Little growth in municipal capacity

The Coordination Reform was introduced in 2012 to provide better quality health services for patients. At the same time, the resources are to be better utilised by municipalities taking responsibility for a larger part of the health services.

The Office of the Auditor General (OAG)'s audit shows that the municipalities take over the care of patients from hospitals to a greater extent than previously, although both municipalities and GPs believe that many are discharged too early.

Although the municipalities receive sicker patients with greater needs for treatment and care than in the past, the municipalities have neither increased capacity nor improved the skills of employees appreciably after the introduction of the Coordination Reform. The audit also shows that a high percentage of the municipalities have not strengthened services to substance abuse and psychiatric patients.

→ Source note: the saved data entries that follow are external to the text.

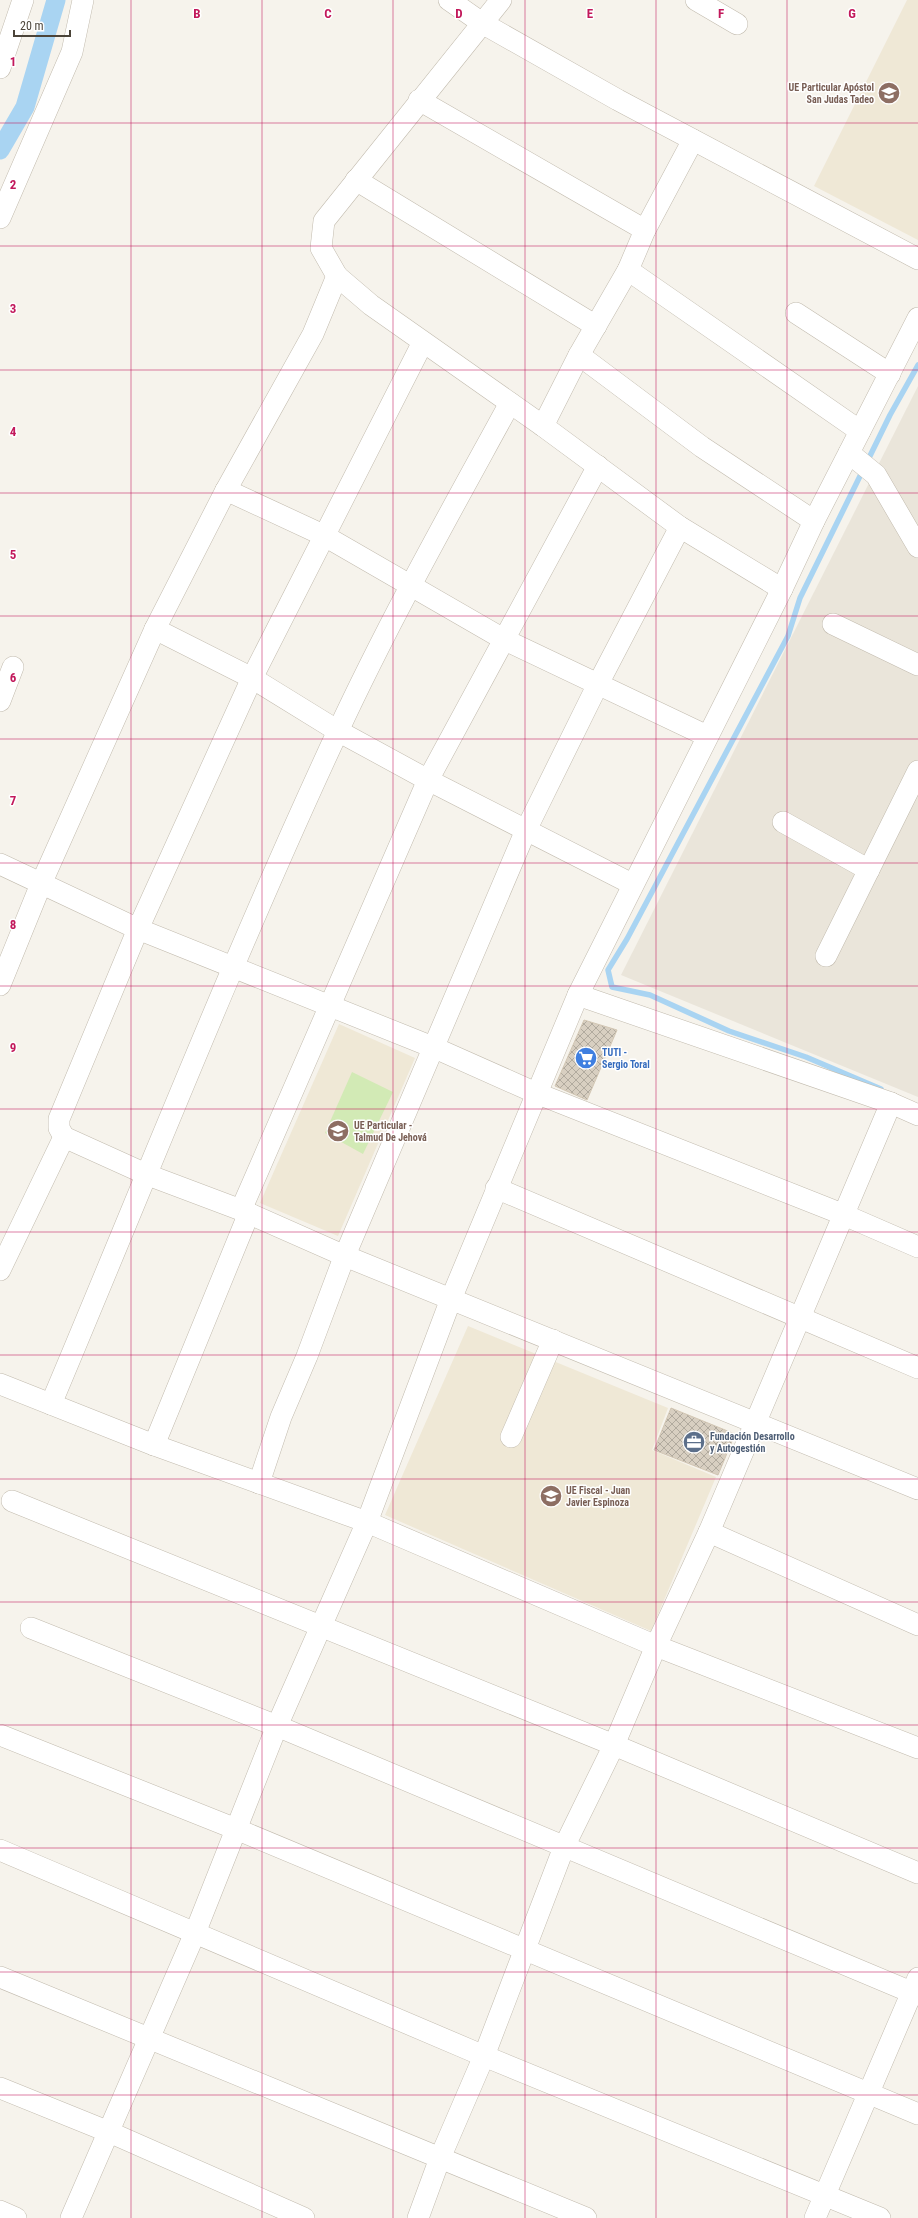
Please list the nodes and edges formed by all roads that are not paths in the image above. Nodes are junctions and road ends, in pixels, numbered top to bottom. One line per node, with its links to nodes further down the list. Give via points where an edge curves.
1 (23, 0): 8 (street)
2 (83, 0): 12 (street, via 72,52)
3 (449, 0): 6 (street)
4 (501, 0): 6 (street)
5 (696, 0): 7 (street)
6 (482, 23): 9 (street); 10 (street)
7 (736, 24)
8 (0, 68)
9 (419, 100): 11 (street); 13 (street)
10 (693, 140): 13 (street); 14 (street)
11 (356, 180): 16 (street, via 324,221 321,248); 19 (street)
12 (0, 218)
13 (645, 230): 15 (street)
14 (918, 259)
15 (628, 270): 19 (street); 25 (street)
16 (337, 276): 20 (street, via 371,305); 28 (street, via 313,334)
17 (796, 313): 22 (street)
18 (918, 318): 22 (street)
19 (596, 326): 21 (street)
20 (423, 342): 23 (street); 31 (street)
21 (579, 355): 24 (street); 29 (street, via 702,447)
22 (890, 374): 25 (street)
23 (510, 403): 24 (street); 33 (street)
24 (543, 426): 27 (street)
25 (860, 431): 26 (street)
26 (849, 452): 29 (street); 32 (street, via 876,475)
27 (598, 466): 30 (street); 37 (street)
28 (226, 490): 31 (street); 36 (street)
29 (814, 521): 34 (street)
30 (680, 527): 34 (street); 41 (street)
31 (323, 535): 33 (street); 40 (street)
32 (918, 547)
33 (410, 585): 37 (street); 43 (street)
34 (782, 588): 44 (street)
35 (833, 624): 38 (street)
36 (155, 629): 40 (street); 51 (street)
37 (505, 640): 41 (street); 46 (street)
38 (918, 665)
39 (14, 667): 42 (street)
40 (252, 678): 43 (street); 53 (street)
41 (598, 684): 44 (street); 48 (street)
42 (0, 701)
43 (338, 731): 46 (street); 55 (street)
44 (707, 736): 52 (street)
45 (918, 771): 50 (street)
46 (428, 780): 48 (street); 58 (street)
47 (783, 822): 50 (street)
48 (526, 830): 52 (street); 59 (street)
49 (0, 864): 51 (street)
50 (869, 870): 54 (street)
51 (41, 884): 53 (street); 56 (street)
52 (632, 884): 57 (street)
53 (138, 929): 55 (street); 63 (street, via 59,1119 59,1128)
54 (826, 956)
55 (234, 967): 58 (street); 64 (street)
56 (0, 985)
57 (578, 995): 60 (street); 61 (street)
58 (331, 1007): 59 (street); 66 (street)
59 (435, 1048): 60 (street); 69 (street)
60 (536, 1093): 65 (street); 67 (street)
61 (891, 1103): 62 (street); 67 (street)
62 (918, 1115)
63 (64, 1137): 64 (street); 70 (street)
64 (148, 1174): 66 (street); 76 (street)
65 (496, 1188): 71 (street); 72 (street)
66 (245, 1212): 69 (street); 79 (street)
67 (842, 1214): 68 (street); 72 (street)
68 (918, 1246)
69 (345, 1256): 71 (street); 80 (street, via 281,1417)
70 (0, 1270)
71 (451, 1299): 73 (street); 83 (street)
72 (801, 1317): 74 (street); 77 (street)
73 (553, 1340): 77 (street); 78 (street)
74 (918, 1368)
75 (0, 1384): 76 (street)
76 (51, 1404): 79 (street)
77 (756, 1422): 81 (street); 84 (street)
78 (511, 1437)
79 (154, 1445): 80 (street)
80 (259, 1483): 83 (street)
81 (918, 1489)
82 (12, 1501): 86 (street)
83 (367, 1522): 86 (street); 88 (street)
84 (709, 1532): 85 (street); 88 (street)
85 (918, 1625)
86 (322, 1626): 89 (street); 91 (street)
87 (31, 1628): 89 (street)
88 (656, 1646): 91 (street); 92 (street)
89 (277, 1726): 93 (street); 94 (street)
90 (0, 1735): 93 (street)
91 (614, 1744): 94 (street); 96 (street)
92 (918, 1748)
93 (236, 1829): 97 (street); 98 (street)
94 (564, 1847): 98 (street); 100 (street)
95 (0, 1850): 97 (street)
96 (918, 1873)
97 (195, 1933): 101 (street); 102 (street)
98 (524, 1951): 102 (street); 104 (street)
99 (0, 1977): 101 (street)
100 (916, 1988): 104 (street)
101 (148, 2039): 106 (street); 107 (street)
102 (484, 2056): 107 (street); 108 (street)
103 (0, 2088): 106 (street)
104 (867, 2094): 105 (street); 108 (street)
105 (918, 2114)
106 (109, 2132): 111 (street); 112 (street)
107 (440, 2158): 113 (street); 114 (street)
108 (824, 2194): 115 (street); 116 (street)
109 (0, 2211): 110 (street)
110 (16, 2218)
111 (71, 2218)
112 (304, 2218)
113 (418, 2218)
114 (586, 2218)
115 (815, 2218)
116 (880, 2218)

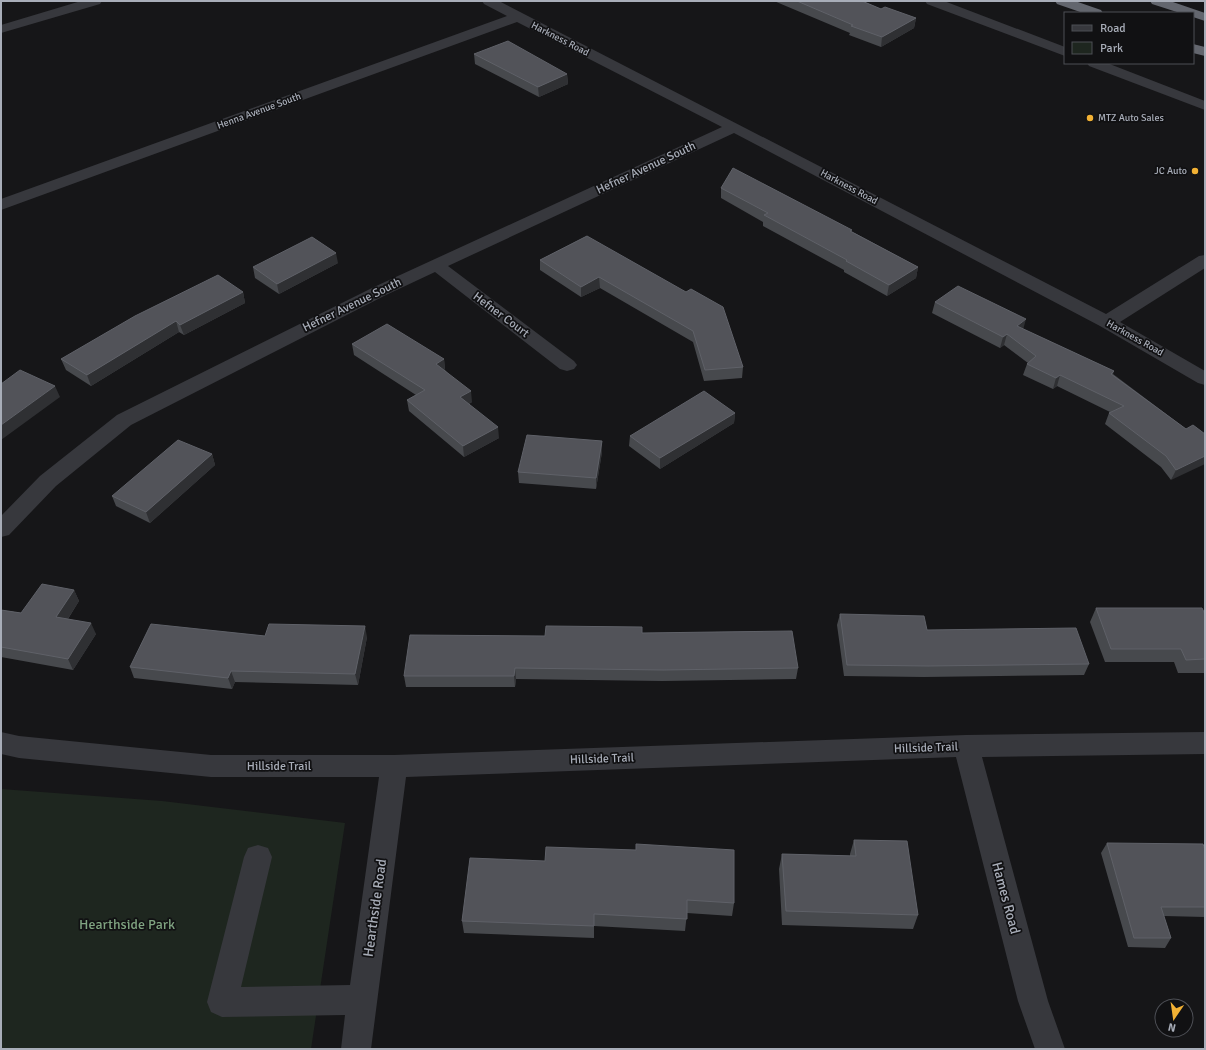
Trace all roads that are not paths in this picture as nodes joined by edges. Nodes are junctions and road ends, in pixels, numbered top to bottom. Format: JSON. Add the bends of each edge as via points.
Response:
{"nodes":[{"id":1,"x":94,"y":1,"type":"edge"},
{"id":2,"x":489,"y":1,"type":"edge"},
{"id":3,"x":932,"y":1,"type":"edge"},
{"id":4,"x":1062,"y":1,"type":"edge"},
{"id":5,"x":1157,"y":1,"type":"edge"},
{"id":6,"x":1093,"y":12,"type":"edge"},
{"id":7,"x":1190,"y":12,"type":"edge"},
{"id":8,"x":1194,"y":13,"type":"edge"},
{"id":9,"x":518,"y":17,"type":"junction"},
{"id":10,"x":1205,"y":17,"type":"edge"},
{"id":11,"x":1,"y":29,"type":"edge"},
{"id":12,"x":1194,"y":48,"type":"edge"},
{"id":13,"x":1064,"y":52,"type":"edge"},
{"id":14,"x":1205,"y":52,"type":"edge"},
{"id":15,"x":1097,"y":64,"type":"edge"},
{"id":16,"x":1205,"y":106,"type":"edge"},
{"id":17,"x":734,"y":127,"type":"junction"},
{"id":18,"x":1,"y":205,"type":"edge"},
{"id":19,"x":1205,"y":260,"type":"edge"},
{"id":20,"x":436,"y":265,"type":"junction"},
{"id":21,"x":1107,"y":322,"type":"junction"},
{"id":22,"x":567,"y":365,"type":"dead end"},
{"id":23,"x":1205,"y":379,"type":"edge"},
{"id":24,"x":1,"y":529,"type":"edge"},
{"id":25,"x":1205,"y":742,"type":"edge"},
{"id":26,"x":1,"y":743,"type":"edge"},
{"id":27,"x":966,"y":746,"type":"junction"},
{"id":28,"x":394,"y":766,"type":"junction"},
{"id":29,"x":258,"y":857,"type":"dead end"},
{"id":30,"x":362,"y":1000,"type":"junction"},
{"id":31,"x":356,"y":1049,"type":"edge"},
{"id":32,"x":1050,"y":1049,"type":"edge"}],
"edges":[{"from":1,"to":11,"type":"street"},
{"from":2,"to":9,"type":"street","name":"Harkness Road"},
{"from":3,"to":13,"type":"street"},
{"from":4,"to":6,"type":"highway"},
{"from":5,"to":7,"type":"highway"},
{"from":8,"to":10,"type":"highway"},
{"from":9,"to":17,"type":"street","name":"Harkness Road"},
{"from":9,"to":18,"type":"street","name":"Henna Avenue South"},
{"from":12,"to":14,"type":"highway"},
{"from":15,"to":16,"type":"street"},
{"from":17,"to":20,"type":"street","name":"Hefner Avenue South"},
{"from":17,"to":21,"type":"street","name":"Harkness Road"},
{"from":19,"to":21,"type":"street"},
{"from":20,"to":22,"type":"street","name":"Hefner Court"},
{"from":20,"to":24,"type":"street","name":"Hefner Avenue South","via":[[373,294],[124,420],[48,481]]},
{"from":21,"to":23,"type":"street","name":"Harkness Road"},
{"from":25,"to":27,"type":"street","name":"Hillside Trail"},
{"from":26,"to":28,"type":"street","name":"Hillside Trail","via":[[19,747],[211,766]]},
{"from":27,"to":28,"type":"street","name":"Hillside Trail"},
{"from":27,"to":32,"type":"street","name":"Hames Road","via":[[1033,1001]]},
{"from":28,"to":30,"type":"street","name":"Hearthside Road"},
{"from":29,"to":30,"type":"street","via":[[222,1002]]},
{"from":30,"to":31,"type":"street","name":"Hearthside Road"}]}
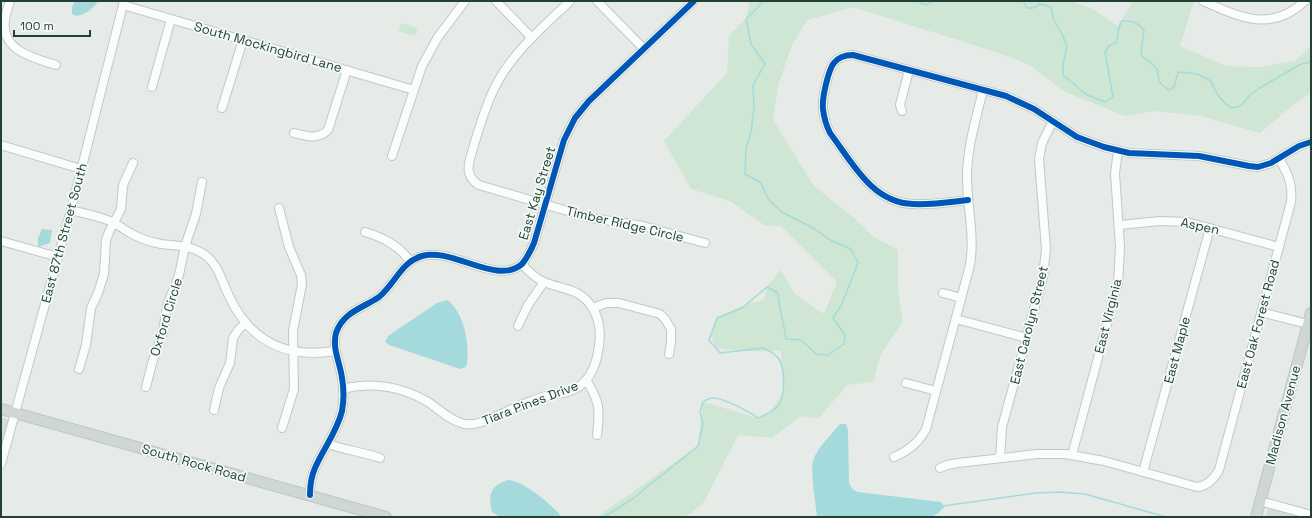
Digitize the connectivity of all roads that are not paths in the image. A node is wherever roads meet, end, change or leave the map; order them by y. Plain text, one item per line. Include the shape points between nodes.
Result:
1 (10, 1) edge
2 (465, 1) edge
3 (496, 1) edge
4 (570, 1) edge
5 (597, 1) edge
6 (694, 1) edge
7 (1203, 1) edge
8 (1305, 1) edge
9 (123, 3) edge
10 (1218, 4) edge
11 (171, 19) junction
12 (532, 38) junction
13 (243, 40) junction
14 (644, 49) junction
15 (56, 65) dead end
16 (347, 70) junction
17 (909, 70) junction
18 (152, 87) dead end
19 (414, 90) junction
20 (983, 90) junction
21 (222, 108) dead end
22 (902, 111) dead end
23 (1053, 121) junction
24 (294, 133) dead end
25 (1311, 142) edge
26 (1, 145) edge
27 (1118, 150) junction
28 (392, 156) dead end
29 (1279, 159) junction
30 (133, 163) dead end
31 (81, 169) junction
32 (202, 182) dead end
33 (968, 200) junction
34 (545, 205) junction
35 (280, 208) dead end
36 (71, 210) junction
37 (113, 223) junction
38 (1120, 225) junction
39 (1210, 228) junction
40 (365, 232) dead end
41 (1, 241) edge
42 (705, 243) dead end
43 (185, 246) junction
44 (1279, 247) junction
45 (58, 257) junction
46 (410, 262) junction
47 (522, 264) junction
48 (544, 282) junction
49 (943, 293) dead end
50 (961, 298) junction
51 (593, 308) junction
52 (1261, 312) junction
53 (1311, 313) edge
54 (956, 319) junction
55 (246, 323) junction
56 (1309, 324) edge
57 (518, 326) dead end
58 (1027, 338) junction
59 (293, 351) junction
60 (335, 351) junction
61 (669, 354) dead end
62 (78, 369) dead end
63 (586, 380) junction
64 (906, 383) dead end
65 (146, 387) dead end
66 (344, 389) junction
67 (936, 391) junction
68 (1, 409) edge
69 (214, 410) dead end
70 (15, 413) junction
71 (282, 428) dead end
72 (597, 435) dead end
73 (326, 448) junction
74 (1072, 455) junction
75 (894, 457) dead end
76 (380, 458) dead end
77 (1000, 458) junction
78 (1, 464) edge
79 (940, 468) dead end
80 (1143, 472) junction
81 (310, 495) junction
82 (1260, 501) junction
83 (1311, 515) edge
84 (386, 517) edge
85 (1256, 517) edge

1 - 15 street via 5,27 13,46 28,56
2 - 19 street via 431,48
3 - 12 street
4 - 12 street
5 - 14 street
6 - 14 street, East Kay Street
7 - 10 street
8 - 10 street via 1293,11 1265,19 1239,17
9 - 11 street, South Mockingbird Lane
9 - 31 street, East 87th Street South
11 - 13 street, South Mockingbird Lane
11 - 18 street
12 - 34 street, Timber Ridge Circle via 496,84 482,116 468,165 471,179 479,185
13 - 16 street, South Mockingbird Lane
13 - 21 street
14 - 34 street, East Kay Street via 589,101 575,118 561,148
16 - 19 street, South Mockingbird Lane
16 - 24 street via 328,130 323,135 314,137
17 - 20 street
17 - 22 street via 900,105
17 - 33 street via 853,55 841,57 830,69 823,97 824,115 830,133 868,183 887,198 913,204
19 - 28 street
20 - 23 street via 1012,99
20 - 33 street via 968,156
23 - 27 street via 1084,140
23 - 58 street, East Carolyn Street via 1040,150 1039,164 1046,259
25 - 29 street via 1299,146
26 - 31 street
27 - 29 street via 1139,154 1199,156 1254,167 1267,165
27 - 38 street, East Virginia via 1115,186
29 - 44 street, East Oak Forest Road via 1289,177 1292,196
30 - 37 street via 123,185 121,209
31 - 36 street, East 87th Street South
32 - 43 street, Oxford Circle via 196,214
33 - 50 street via 972,254
34 - 42 street, Timber Ridge Circle via 591,218 643,226
34 - 47 street, East Kay Street via 534,243
35 - 59 street via 289,247 301,275 302,284 293,331
36 - 37 street
36 - 45 street, East 87th Street South
37 - 43 street via 152,242
37 - 62 street via 106,240 104,274 91,308 86,345
38 - 39 street, Aspen via 1173,221
38 - 74 street, East Virginia via 1118,283
39 - 44 street, Aspen
39 - 80 street, East Maple
40 - 46 street via 394,244
41 - 45 street
43 - 55 street via 199,251 216,267 234,305
43 - 65 street, Oxford Circle
44 - 52 street, East Oak Forest Road
45 - 70 street, East 87th Street South
46 - 47 street via 422,256 436,254 498,271 510,270
46 - 60 street via 404,266 386,291 354,310 343,321 336,333
47 - 48 street via 533,276
48 - 51 street via 575,292
48 - 57 street via 528,305
49 - 50 street
50 - 54 street
51 - 61 street via 606,303 619,303 660,314 671,329
51 - 63 street, Tiara Pines Drive via 600,341 594,368
52 - 56 street
52 - 80 street, East Oak Forest Road via 1219,470 1213,479 1204,486 1197,487
53 - 56 main road, Madison Avenue
54 - 58 street
54 - 67 street
55 - 59 street via 263,338
55 - 69 street via 233,338 230,363 219,388
56 - 82 main road, Madison Avenue
58 - 77 street, East Carolyn Street via 1002,427
59 - 60 street
59 - 71 street via 294,389
60 - 66 street
63 - 66 street, Tiara Pines Drive via 570,391 520,405 471,424 449,418 414,395 381,385 362,385
63 - 72 street via 598,405
64 - 67 street
66 - 73 street via 339,420
67 - 75 street via 922,436 909,449
68 - 70 main road, South Rock Road
70 - 78 street, East 87th Street South
70 - 81 main road, South Rock Road
73 - 76 street
73 - 81 street
74 - 77 street
74 - 80 street
77 - 79 street via 951,464
81 - 84 main road, South Rock Road
82 - 83 street
82 - 85 main road, Madison Avenue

"The Ministry must monitor whether the planned measures adequately strengthen skills in the municipal health services," says Foss.

Poor utilisation of resources

One of the measures introduced in connection with the Coordination Reform is the 24-hour Municipal Emergency Beds (MEB) service, which is meant to help reduce the number of hospital admissions. The audit shows that the MEB service is hardly used, and that several municipalities use it as part of the municipality's ordinary health and care service. This means that the instrument is not used as intended by the Storting. The number of patients treated in MEB units is not in reasonable proportion to public expenditure on the service.

"If the MEB service is to contribute to sound use of society's resources, it is important that the Ministry consider whether economic instruments can contribute to treating more patients locally in municipalities rather than at hospitals," says the Auditor General.

Do not receive important information

Many municipalities and health trusts believe that coordination and individual plans do not contribute enough towards meeting the needs of users who need long-term, coordinated services from municipalities and hospitals. Neither municipalities nor hospitals believe they receive the patient information they need to facilitate good treatment and follow-up.

"The quality of the information exchanged needs to improve. It is challenging to facilitate proper treatment when important information about the patient is missing or arrives late," says Foss.